Republicans see Robert F. Kennedy Jr. as an asset for the midterms. Democrats are trying to make him a liability.

Top aides of President Donald Trump believe the firebrand health secretary has a unique ability to galvanize anti-establishment energy on the left and the right, and argue Republicans’ fate in 2026 hinges on keeping his Make America Healthy Again movement happy.

But several Democratic candidates and organizations told POLITICO they’re betting on Kennedy dragging down the GOP, pointing to polling showing his long-held anti-vaccine views are turning the public off.

They’re banking on voters associating Kennedy with disease outbreaks and rising insurance costs rather than his more popular criticisms of pharmaceutical companies and focus on nutrition and wellness. As both parties seek to build coalitions ahead of the midterms, public views of Kennedy — and how candidates position themselves in opposition to him — could make a difference in key races that will decide control of Congress.
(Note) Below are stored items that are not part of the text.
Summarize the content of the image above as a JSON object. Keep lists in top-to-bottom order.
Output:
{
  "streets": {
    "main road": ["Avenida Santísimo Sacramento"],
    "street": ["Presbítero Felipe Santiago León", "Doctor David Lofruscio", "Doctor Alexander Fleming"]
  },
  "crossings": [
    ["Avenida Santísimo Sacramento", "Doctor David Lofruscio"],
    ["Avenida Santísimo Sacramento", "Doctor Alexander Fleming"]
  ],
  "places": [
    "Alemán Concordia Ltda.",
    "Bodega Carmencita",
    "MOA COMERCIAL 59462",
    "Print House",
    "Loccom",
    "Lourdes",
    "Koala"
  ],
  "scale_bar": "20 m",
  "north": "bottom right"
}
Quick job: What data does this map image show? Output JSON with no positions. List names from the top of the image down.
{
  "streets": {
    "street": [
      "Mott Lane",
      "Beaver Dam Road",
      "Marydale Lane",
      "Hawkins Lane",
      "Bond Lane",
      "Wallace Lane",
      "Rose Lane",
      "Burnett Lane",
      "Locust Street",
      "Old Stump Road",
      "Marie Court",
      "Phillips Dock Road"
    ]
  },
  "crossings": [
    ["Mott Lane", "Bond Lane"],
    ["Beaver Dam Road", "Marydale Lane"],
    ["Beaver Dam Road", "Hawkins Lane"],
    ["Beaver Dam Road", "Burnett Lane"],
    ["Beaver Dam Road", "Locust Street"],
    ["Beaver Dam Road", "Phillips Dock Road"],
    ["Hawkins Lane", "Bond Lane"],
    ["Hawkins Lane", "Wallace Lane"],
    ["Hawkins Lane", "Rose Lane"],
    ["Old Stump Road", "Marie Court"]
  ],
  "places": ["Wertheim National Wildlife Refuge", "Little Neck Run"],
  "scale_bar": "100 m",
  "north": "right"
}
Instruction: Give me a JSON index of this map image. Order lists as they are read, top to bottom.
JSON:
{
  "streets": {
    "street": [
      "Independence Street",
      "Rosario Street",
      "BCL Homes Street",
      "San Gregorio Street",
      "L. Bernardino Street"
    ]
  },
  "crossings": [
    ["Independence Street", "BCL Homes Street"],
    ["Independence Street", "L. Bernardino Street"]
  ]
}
“With RFK Jr. in office, we’ve had, in Minnesota this year, over 20 cases of measles, a disease that should have been eradicated a generation ago, and we see misinformation about our health at every level, including on Tylenol and pregnancy,” said Matt Klein, an internal medicine doctor running as a Democrat for Minnesota's only open — and most competitive — House seat. “So I've been vocal about that. I think I'm called to be vocal about it.”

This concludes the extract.